◆ Your objective ◆
Beginning with the line that has "Please list the", please write out the remaining lines of the material exactly, the last one included.
☆ ☆ ☆
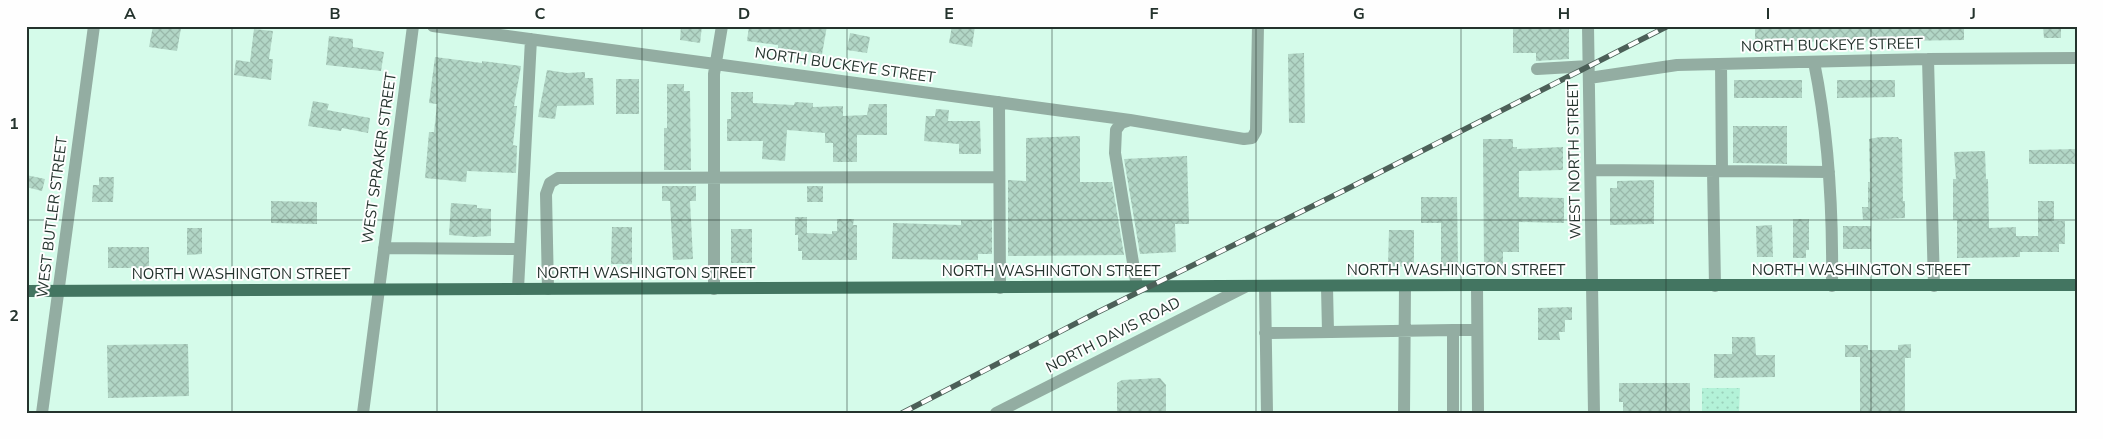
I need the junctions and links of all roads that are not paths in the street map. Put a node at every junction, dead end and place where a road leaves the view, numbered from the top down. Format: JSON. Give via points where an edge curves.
{"nodes":[{"id":1,"x":94,"y":26,"type":"edge"},
{"id":2,"x":414,"y":26,"type":"edge"},
{"id":3,"x":434,"y":26,"type":"edge"},
{"id":4,"x":722,"y":26,"type":"edge"},
{"id":5,"x":1258,"y":26,"type":"edge"},
{"id":6,"x":1588,"y":26,"type":"edge"},
{"id":7,"x":531,"y":39,"type":"junction"},
{"id":8,"x":2077,"y":58,"type":"edge"},
{"id":9,"x":1928,"y":59,"type":"junction"},
{"id":10,"x":1814,"y":62,"type":"junction"},
{"id":11,"x":717,"y":64,"type":"junction"},
{"id":12,"x":1721,"y":64,"type":"junction"},
{"id":13,"x":1537,"y":69,"type":"dead end"},
{"id":14,"x":1589,"y":72,"type":"junction"},
{"id":15,"x":999,"y":102,"type":"junction"},
{"id":16,"x":1130,"y":120,"type":"junction"},
{"id":17,"x":1591,"y":170,"type":"junction"},
{"id":18,"x":1718,"y":171,"type":"junction"},
{"id":19,"x":1829,"y":172,"type":"junction"},
{"id":20,"x":714,"y":177,"type":"junction"},
{"id":21,"x":1000,"y":177,"type":"junction"},
{"id":22,"x":384,"y":248,"type":"junction"},
{"id":23,"x":520,"y":249,"type":"junction"},
{"id":24,"x":1477,"y":285,"type":"junction"},
{"id":25,"x":1405,"y":286,"type":"junction"},
{"id":26,"x":1593,"y":286,"type":"junction"},
{"id":27,"x":1715,"y":286,"type":"junction"},
{"id":28,"x":1832,"y":286,"type":"junction"},
{"id":29,"x":1934,"y":286,"type":"junction"},
{"id":30,"x":2077,"y":286,"type":"edge"},
{"id":31,"x":1137,"y":287,"type":"junction"},
{"id":32,"x":1245,"y":287,"type":"junction"},
{"id":33,"x":1265,"y":287,"type":"junction"},
{"id":34,"x":1327,"y":287,"type":"junction"},
{"id":35,"x":1000,"y":288,"type":"junction"},
{"id":36,"x":518,"y":289,"type":"junction"},
{"id":37,"x":548,"y":289,"type":"junction"},
{"id":38,"x":714,"y":289,"type":"junction"},
{"id":39,"x":59,"y":290,"type":"junction"},
{"id":40,"x":378,"y":290,"type":"junction"},
{"id":41,"x":26,"y":291,"type":"edge"},
{"id":42,"x":1404,"y":330,"type":"junction"},
{"id":43,"x":1453,"y":330,"type":"junction"},
{"id":44,"x":1477,"y":330,"type":"junction"},
{"id":45,"x":1265,"y":332,"type":"junction"},
{"id":46,"x":1328,"y":332,"type":"junction"},
{"id":47,"x":42,"y":413,"type":"edge"},
{"id":48,"x":363,"y":413,"type":"edge"},
{"id":49,"x":996,"y":413,"type":"edge"},
{"id":50,"x":1267,"y":413,"type":"edge"},
{"id":51,"x":1404,"y":413,"type":"edge"},
{"id":52,"x":1453,"y":413,"type":"edge"},
{"id":53,"x":1478,"y":413,"type":"edge"},
{"id":54,"x":1594,"y":413,"type":"edge"}],
"edges":[{"from":1,"to":39,"type":"street","name":"WEST BUTLER STREET"},
{"from":2,"to":22,"type":"street","name":"WEST SPRAKER STREET"},
{"from":3,"to":7,"type":"street","name":"NORTH BUCKEYE STREET"},
{"from":4,"to":11,"type":"street"},
{"from":5,"to":16,"type":"street","name":"NORTH BUCKEYE STREET","via":[[1257,114],[1252,138],[1244,140]]},
{"from":6,"to":14,"type":"street","name":"WEST NORTH STREET"},
{"from":7,"to":11,"type":"street","name":"NORTH BUCKEYE STREET"},
{"from":7,"to":23,"type":"street"},
{"from":8,"to":9,"type":"street","name":"NORTH BUCKEYE STREET"},
{"from":9,"to":10,"type":"street","name":"NORTH BUCKEYE STREET"},
{"from":9,"to":29,"type":"street"},
{"from":10,"to":12,"type":"street","name":"NORTH BUCKEYE STREET"},
{"from":10,"to":19,"type":"street"},
{"from":11,"to":15,"type":"street","name":"NORTH BUCKEYE STREET"},
{"from":11,"to":20,"type":"street","via":[[714,74]]},
{"from":12,"to":14,"type":"street","name":"NORTH BUCKEYE STREET"},
{"from":12,"to":18,"type":"street"},
{"from":13,"to":14,"type":"street","name":"NORTH BUCKEYE STREET"},
{"from":14,"to":17,"type":"street","name":"WEST NORTH STREET"},
{"from":15,"to":16,"type":"street","name":"NORTH BUCKEYE STREET"},
{"from":15,"to":21,"type":"street"},
{"from":16,"to":31,"type":"street","via":[[1121,123],[1116,130],[1115,153]]},
{"from":17,"to":18,"type":"street"},
{"from":17,"to":26,"type":"street","name":"WEST NORTH STREET"},
{"from":18,"to":19,"type":"street"},
{"from":18,"to":27,"type":"street"},
{"from":19,"to":28,"type":"street"},
{"from":20,"to":21,"type":"street"},
{"from":20,"to":37,"type":"street","via":[[558,178],[550,183],[546,194]]},
{"from":20,"to":38,"type":"street"},
{"from":21,"to":35,"type":"street"},
{"from":22,"to":23,"type":"street"},
{"from":22,"to":40,"type":"street","name":"WEST SPRAKER STREET"},
{"from":23,"to":36,"type":"street"},
{"from":24,"to":25,"type":"main road","name":"NORTH WASHINGTON STREET"},
{"from":24,"to":26,"type":"main road","name":"NORTH WASHINGTON STREET"},
{"from":24,"to":44,"type":"street"},
{"from":25,"to":34,"type":"main road","name":"NORTH WASHINGTON STREET"},
{"from":25,"to":42,"type":"street"},
{"from":26,"to":27,"type":"main road","name":"NORTH WASHINGTON STREET"},
{"from":26,"to":54,"type":"street","name":"WEST NORTH STREET"},
{"from":27,"to":28,"type":"main road","name":"NORTH WASHINGTON STREET"},
{"from":28,"to":29,"type":"main road","name":"NORTH WASHINGTON STREET"},
{"from":29,"to":30,"type":"main road","name":"NORTH WASHINGTON STREET"},
{"from":31,"to":32,"type":"main road","name":"NORTH WASHINGTON STREET"},
{"from":31,"to":35,"type":"main road","name":"NORTH WASHINGTON STREET"},
{"from":32,"to":33,"type":"main road","name":"NORTH WASHINGTON STREET"},
{"from":32,"to":49,"type":"street","name":"NORTH DAVIS ROAD"},
{"from":33,"to":34,"type":"main road","name":"NORTH WASHINGTON STREET"},
{"from":33,"to":45,"type":"street"},
{"from":34,"to":46,"type":"street"},
{"from":35,"to":38,"type":"main road","name":"NORTH WASHINGTON STREET"},
{"from":36,"to":37,"type":"main road","name":"NORTH WASHINGTON STREET"},
{"from":36,"to":40,"type":"main road","name":"NORTH WASHINGTON STREET"},
{"from":37,"to":38,"type":"main road","name":"NORTH WASHINGTON STREET"},
{"from":39,"to":40,"type":"main road","name":"NORTH WASHINGTON STREET"},
{"from":39,"to":41,"type":"main road","name":"NORTH WASHINGTON STREET"},
{"from":39,"to":47,"type":"street","name":"WEST BUTLER STREET"},
{"from":40,"to":48,"type":"street","name":"WEST SPRAKER STREET"},
{"from":42,"to":43,"type":"street"},
{"from":42,"to":46,"type":"street"},
{"from":42,"to":51,"type":"street"},
{"from":43,"to":44,"type":"street"},
{"from":43,"to":52,"type":"street"},
{"from":44,"to":53,"type":"street"},
{"from":45,"to":46,"type":"street"},
{"from":45,"to":50,"type":"street"}]}
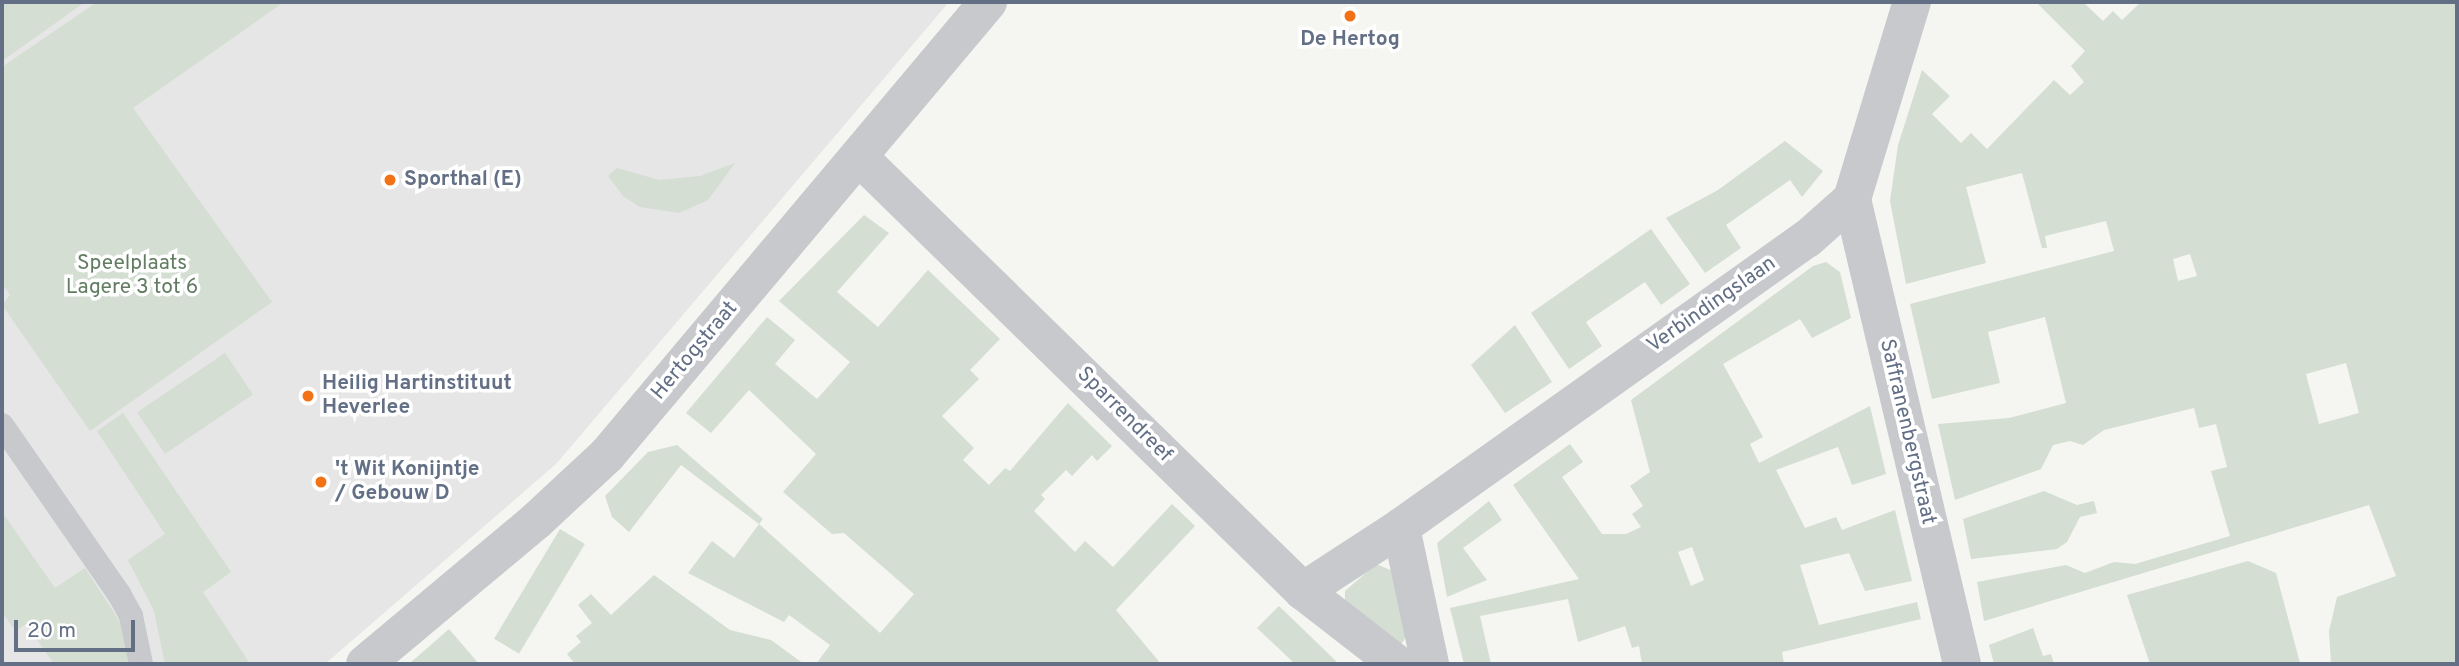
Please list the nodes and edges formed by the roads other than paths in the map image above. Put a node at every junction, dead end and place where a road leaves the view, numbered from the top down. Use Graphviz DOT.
graph roads {
  1 [pos="988,2"];
  2 [pos="1912,2"];
  3 [pos="859,157"];
  4 [pos="1852,199"];
  5 [pos="2,425"];
  6 [pos="1401,527"];
  7 [pos="1303,591"];
  8 [pos="141,664"];
  9 [pos="365,664"];
  10 [pos="1397,664"];
  11 [pos="1430,664"];
  12 [pos="1962,664"];
  1 -- 3 [label="street, Hertogstraat"];
  2 -- 4 [label="street"];
  3 -- 7 [label="street, Sparrendreef"];
  3 -- 9 [label="street, Hertogstraat"];
  4 -- 6 [label="street, Verbindingslaan"];
  4 -- 12 [label="street, Saffranenbergstraat"];
  5 -- 8 [label="lane"];
  6 -- 7 [label="street, Verbindingslaan"];
  6 -- 11 [label="street"];
  7 -- 10 [label="street, Sparrendreef"];
}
☆ ☆ ☆
◆ Final answer ◆
Please list the nodes and edges formed by the roads other than paths in the map image above. Put a node at every junction, dead end and place where a road leaves the view, numbered from the top down. Use Graphviz DOT.
graph roads {
  1 [pos="988,2"];
  2 [pos="1912,2"];
  3 [pos="859,157"];
  4 [pos="1852,199"];
  5 [pos="2,425"];
  6 [pos="1401,527"];
  7 [pos="1303,591"];
  8 [pos="141,664"];
  9 [pos="365,664"];
  10 [pos="1397,664"];
  11 [pos="1430,664"];
  12 [pos="1962,664"];
  1 -- 3 [label="street, Hertogstraat"];
  2 -- 4 [label="street"];
  3 -- 7 [label="street, Sparrendreef"];
  3 -- 9 [label="street, Hertogstraat"];
  4 -- 6 [label="street, Verbindingslaan"];
  4 -- 12 [label="street, Saffranenbergstraat"];
  5 -- 8 [label="lane"];
  6 -- 7 [label="street, Verbindingslaan"];
  6 -- 11 [label="street"];
  7 -- 10 [label="street, Sparrendreef"];
}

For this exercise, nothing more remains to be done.